Heap-based Buffer Overflow

Published: Aug 11, 2023 | Modified: Nov 21, 2024
CVSS 3.x
7.5
HIGH
Source:
NVD
CVSS:3.1/AV:N/AC:L/PR:N/UI:N/S:U/C:N/I:N/A:H
CVSS 2.x
RedHat/V2
RedHat/V3
Ubuntu
MEDIUM

eprosima Fast DDS is a C++ implementation of the Data Distribution Service standard of the Object Management Group. Prior to versions 2.11.1, 2.10.2, 2.9.2, and 2.6.6, heap can be overflowed by providing a PID_PROPERTY_LIST parameter that contains a CDR string with length larger than the size of actual content.

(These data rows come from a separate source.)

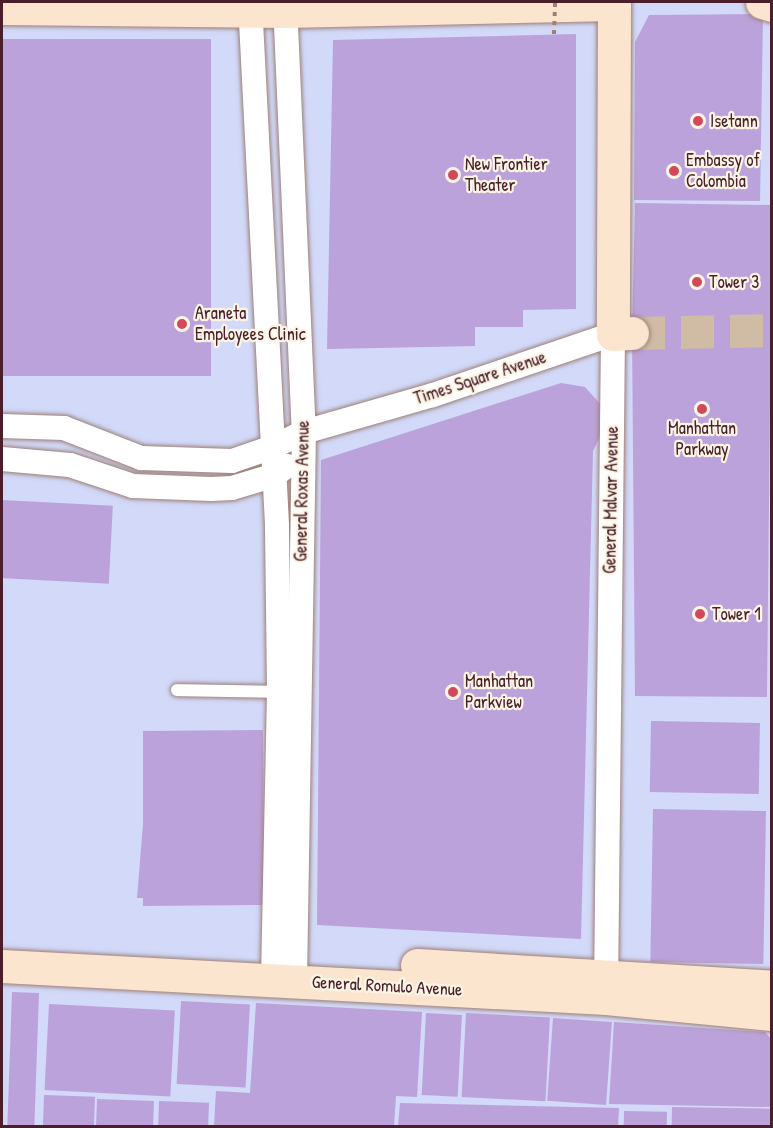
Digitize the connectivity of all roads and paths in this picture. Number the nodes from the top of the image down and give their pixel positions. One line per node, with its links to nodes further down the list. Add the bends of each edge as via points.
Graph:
1 (555, 2): 8 (path, bridge)
2 (762, 2): 4 (street)
3 (614, 3): 6 (street); 9 (street, General Malvar Avenue)
4 (771, 4)
5 (250, 6): 6 (street); 7 (street); 12 (street, General Roxas Avenue)
6 (285, 6): 11 (street, General Roxas Avenue)
7 (2, 8)
8 (555, 34)
9 (622, 334): 11 (street, Times Square Avenue, via 329,425); 21 (street, General Malvar Avenue)
10 (2, 426): 12 (street, Times Square Avenue, via 64,428 141,458 232,461)
11 (303, 443): 12 (street, Times Square Avenue); 14 (street, Times Square Avenue); 20 (street, General Roxas Avenue)
12 (273, 447): 14 (street, General Roxas Avenue)
13 (2, 459): 14 (street, Times Square Avenue, via 70,465 134,486 232,488)
14 (275, 475): 16 (street, General Roxas Avenue)
15 (177, 690): 16 (lane)
16 (279, 692): 20 (street, General Roxas Avenue)
17 (2, 947): 18 (street, General Romulo Avenue)
18 (119, 962): 19 (street, General Romulo Avenue); 20 (street, General Romulo Avenue)
19 (2, 966)
20 (285, 969): 21 (street, General Romulo Avenue)
21 (607, 986): 22 (street, General Romulo Avenue); 23 (street, General Romulo Avenue)
22 (771, 987)
23 (771, 1014)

In eprosima::fastdds::dds::ParameterPropertyList_t::push_back_helper, memcpy is called to first copy the octetized length and then to copy the data into properties_.data. At the second memcpy, both data and size can be controlled by anyone that sends the CDR string to the discovery multicast port. This can remotely crash any Fast-DDS process. Versions 2.11.1, 2.10.2, 2.9.2, and 2.6.6 contain a patch for this issue.

Weakness

A heap overflow condition is a buffer overflow, where the buffer that can be overwritten is allocated in the heap portion of memory, generally meaning that the buffer was allocated using a routine such as malloc().

Affected Software

Name Vendor Start Version End Version
Fast_dds Eprosima 2.6.0 (including) 2.6.6 (excluding)
Fast_dds Eprosima 2.9.0 (including) 2.9.2 (excluding)
Fast_dds Eprosima 2.10.0 (including) 2.10.2 (excluding)
Fast_dds Eprosima 2.11.0 (including) 2.11.0 (including)
Fastdds Ubuntu esm-apps/jammy *
Fastdds Ubuntu jammy *
Fastdds Ubuntu lunar *
Fastdds Ubuntu upstream *

Potential Mitigations

  • Use automatic buffer overflow detection mechanisms that are offered by certain compilers or compiler extensions. Examples include: the Microsoft Visual Studio /GS flag, Fedora/Red Hat FORTIFY_SOURCE GCC flag, StackGuard, and ProPolice, which provide various mechanisms including canary-based detection and range/index checking.
  • D3-SFCV (Stack Frame Canary Validation) from D3FEND [REF-1334] discusses canary-based detection in detail.
  • Run or compile the software using features or extensions that randomly arrange the positions of a program’s executable and libraries in memory. Because this makes the addresses unpredictable, it can prevent an attacker from reliably jumping to exploitable code.
  • Examples include Address Space Layout Randomization (ASLR) [REF-58] [REF-60] and Position-Independent Executables (PIE) [REF-64]. Imported modules may be similarly realigned if their default memory addresses conflict with other modules, in a process known as “rebasing” (for Windows) and “prelinking” (for Linux) [REF-1332] using randomly generated addresses. ASLR for libraries cannot be used in conjunction with prelink since it would require relocating the libraries at run-time, defeating the whole purpose of prelinking.